GIVEN DATA
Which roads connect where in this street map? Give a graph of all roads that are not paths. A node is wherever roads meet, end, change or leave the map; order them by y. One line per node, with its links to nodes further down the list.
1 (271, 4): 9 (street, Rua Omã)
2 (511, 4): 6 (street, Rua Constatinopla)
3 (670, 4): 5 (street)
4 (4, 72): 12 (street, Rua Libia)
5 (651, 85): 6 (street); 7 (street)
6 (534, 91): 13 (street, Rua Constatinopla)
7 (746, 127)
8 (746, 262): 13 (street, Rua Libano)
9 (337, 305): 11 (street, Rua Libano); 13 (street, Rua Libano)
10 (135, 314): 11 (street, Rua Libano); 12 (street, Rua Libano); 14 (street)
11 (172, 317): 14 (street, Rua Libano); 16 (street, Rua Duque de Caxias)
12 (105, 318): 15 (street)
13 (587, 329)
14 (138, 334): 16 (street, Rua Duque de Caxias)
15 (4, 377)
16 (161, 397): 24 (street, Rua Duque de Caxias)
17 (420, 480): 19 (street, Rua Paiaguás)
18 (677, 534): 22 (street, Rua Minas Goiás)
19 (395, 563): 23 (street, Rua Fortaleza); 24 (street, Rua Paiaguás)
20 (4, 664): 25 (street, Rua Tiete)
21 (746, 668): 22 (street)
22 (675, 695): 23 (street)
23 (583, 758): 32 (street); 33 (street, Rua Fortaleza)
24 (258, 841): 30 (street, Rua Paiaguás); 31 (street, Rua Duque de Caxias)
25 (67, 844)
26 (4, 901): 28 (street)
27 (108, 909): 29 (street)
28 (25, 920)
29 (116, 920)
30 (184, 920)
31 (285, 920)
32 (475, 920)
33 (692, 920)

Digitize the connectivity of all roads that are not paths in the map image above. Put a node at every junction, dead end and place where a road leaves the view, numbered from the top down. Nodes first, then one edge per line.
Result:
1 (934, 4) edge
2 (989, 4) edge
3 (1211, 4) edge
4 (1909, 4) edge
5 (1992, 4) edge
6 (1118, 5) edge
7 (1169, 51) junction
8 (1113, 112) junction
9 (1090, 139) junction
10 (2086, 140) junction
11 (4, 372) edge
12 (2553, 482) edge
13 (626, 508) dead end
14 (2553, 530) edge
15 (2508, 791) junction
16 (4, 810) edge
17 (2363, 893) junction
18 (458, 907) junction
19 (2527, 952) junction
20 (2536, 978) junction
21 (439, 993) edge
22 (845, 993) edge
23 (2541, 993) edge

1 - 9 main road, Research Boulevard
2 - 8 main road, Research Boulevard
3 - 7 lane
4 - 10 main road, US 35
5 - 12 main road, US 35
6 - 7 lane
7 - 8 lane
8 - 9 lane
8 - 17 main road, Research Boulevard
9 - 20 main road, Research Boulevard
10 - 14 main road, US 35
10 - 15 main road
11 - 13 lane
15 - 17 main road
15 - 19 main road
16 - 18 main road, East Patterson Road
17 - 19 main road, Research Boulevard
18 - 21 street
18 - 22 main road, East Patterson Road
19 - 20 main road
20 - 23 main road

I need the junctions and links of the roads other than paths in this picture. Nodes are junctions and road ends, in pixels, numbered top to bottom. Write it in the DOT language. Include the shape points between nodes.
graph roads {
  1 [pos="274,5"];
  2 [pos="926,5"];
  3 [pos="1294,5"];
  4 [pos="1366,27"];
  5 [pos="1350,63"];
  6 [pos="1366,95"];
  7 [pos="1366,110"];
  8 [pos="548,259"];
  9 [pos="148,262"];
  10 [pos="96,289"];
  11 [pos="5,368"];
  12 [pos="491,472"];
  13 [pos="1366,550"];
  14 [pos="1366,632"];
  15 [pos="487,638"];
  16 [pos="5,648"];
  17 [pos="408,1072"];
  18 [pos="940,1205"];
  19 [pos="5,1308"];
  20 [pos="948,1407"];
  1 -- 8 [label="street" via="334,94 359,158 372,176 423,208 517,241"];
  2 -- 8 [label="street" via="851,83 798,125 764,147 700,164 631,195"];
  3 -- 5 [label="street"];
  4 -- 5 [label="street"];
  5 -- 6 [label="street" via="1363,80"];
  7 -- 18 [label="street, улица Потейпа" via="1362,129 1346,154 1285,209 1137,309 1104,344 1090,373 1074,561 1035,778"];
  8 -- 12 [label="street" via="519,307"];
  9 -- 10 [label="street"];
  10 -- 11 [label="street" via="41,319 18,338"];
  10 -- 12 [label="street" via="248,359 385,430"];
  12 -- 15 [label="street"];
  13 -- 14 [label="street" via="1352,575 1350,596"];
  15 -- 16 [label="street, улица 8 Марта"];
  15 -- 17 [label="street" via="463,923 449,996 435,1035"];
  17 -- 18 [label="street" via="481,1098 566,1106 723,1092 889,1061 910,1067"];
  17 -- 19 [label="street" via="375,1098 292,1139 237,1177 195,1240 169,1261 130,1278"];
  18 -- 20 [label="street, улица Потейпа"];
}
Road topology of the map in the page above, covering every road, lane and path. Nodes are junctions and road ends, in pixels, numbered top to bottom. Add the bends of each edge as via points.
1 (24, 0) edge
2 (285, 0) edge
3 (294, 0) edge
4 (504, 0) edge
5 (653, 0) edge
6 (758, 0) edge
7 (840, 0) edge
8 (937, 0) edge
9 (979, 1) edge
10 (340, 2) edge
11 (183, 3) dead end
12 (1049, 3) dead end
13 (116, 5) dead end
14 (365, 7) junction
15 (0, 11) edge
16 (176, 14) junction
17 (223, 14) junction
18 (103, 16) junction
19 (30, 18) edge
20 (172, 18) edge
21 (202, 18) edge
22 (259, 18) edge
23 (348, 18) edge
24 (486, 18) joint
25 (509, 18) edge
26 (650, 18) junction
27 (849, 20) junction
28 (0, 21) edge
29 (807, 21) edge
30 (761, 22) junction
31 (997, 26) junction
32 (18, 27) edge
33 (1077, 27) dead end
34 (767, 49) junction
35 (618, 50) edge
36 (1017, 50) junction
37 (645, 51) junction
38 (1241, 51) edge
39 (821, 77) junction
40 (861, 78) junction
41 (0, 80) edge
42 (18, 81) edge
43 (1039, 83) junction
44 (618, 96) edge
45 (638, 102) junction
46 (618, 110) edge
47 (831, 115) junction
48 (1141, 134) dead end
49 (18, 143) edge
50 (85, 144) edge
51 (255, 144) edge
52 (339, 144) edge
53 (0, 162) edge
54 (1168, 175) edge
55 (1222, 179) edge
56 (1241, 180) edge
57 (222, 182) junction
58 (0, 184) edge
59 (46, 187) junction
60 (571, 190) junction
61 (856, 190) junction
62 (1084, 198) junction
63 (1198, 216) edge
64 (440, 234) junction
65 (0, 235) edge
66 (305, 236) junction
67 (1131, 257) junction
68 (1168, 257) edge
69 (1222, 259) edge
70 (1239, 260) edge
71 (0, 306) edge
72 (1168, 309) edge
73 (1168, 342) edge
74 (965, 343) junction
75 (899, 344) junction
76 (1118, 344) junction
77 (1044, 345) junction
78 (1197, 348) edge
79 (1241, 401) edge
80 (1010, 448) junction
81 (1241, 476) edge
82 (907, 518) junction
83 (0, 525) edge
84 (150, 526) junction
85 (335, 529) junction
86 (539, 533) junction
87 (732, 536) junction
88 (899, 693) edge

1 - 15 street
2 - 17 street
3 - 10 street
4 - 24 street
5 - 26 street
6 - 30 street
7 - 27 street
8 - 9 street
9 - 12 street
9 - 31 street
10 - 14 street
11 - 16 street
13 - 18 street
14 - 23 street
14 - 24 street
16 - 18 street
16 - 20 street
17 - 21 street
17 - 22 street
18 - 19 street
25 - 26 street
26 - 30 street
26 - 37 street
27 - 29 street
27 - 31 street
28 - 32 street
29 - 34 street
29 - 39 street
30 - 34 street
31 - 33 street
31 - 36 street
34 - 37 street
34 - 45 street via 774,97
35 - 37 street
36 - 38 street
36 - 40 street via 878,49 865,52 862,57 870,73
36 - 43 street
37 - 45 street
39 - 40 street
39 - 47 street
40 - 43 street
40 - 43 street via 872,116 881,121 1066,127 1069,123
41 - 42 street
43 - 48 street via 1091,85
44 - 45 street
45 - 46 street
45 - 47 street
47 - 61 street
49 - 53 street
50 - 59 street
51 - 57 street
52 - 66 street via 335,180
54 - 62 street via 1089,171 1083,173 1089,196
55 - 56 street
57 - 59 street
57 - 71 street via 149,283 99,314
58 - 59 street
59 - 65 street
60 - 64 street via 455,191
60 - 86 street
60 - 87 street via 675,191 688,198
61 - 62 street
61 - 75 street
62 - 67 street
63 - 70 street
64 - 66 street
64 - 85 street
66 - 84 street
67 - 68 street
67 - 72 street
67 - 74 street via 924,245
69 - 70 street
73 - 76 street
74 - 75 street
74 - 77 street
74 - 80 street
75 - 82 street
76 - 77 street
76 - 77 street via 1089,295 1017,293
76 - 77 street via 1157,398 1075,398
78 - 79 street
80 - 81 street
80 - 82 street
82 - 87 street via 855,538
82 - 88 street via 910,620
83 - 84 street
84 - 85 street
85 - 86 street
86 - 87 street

EXERCISE BRIEF
Copy all lines from the data above that contain the word "junctions".

ANSWER SPACE
I need the junctions and links of the roads other than paths in this picture. Nodes are junctions and road ends, in pixels, numbered top to bottom. Write it in the DOT language. Include the shape points between nodes.
Road topology of the map in the page above, covering every road, lane and path. Nodes are junctions and road ends, in pixels, numbered top to bottom. Add the bends of each edge as via points.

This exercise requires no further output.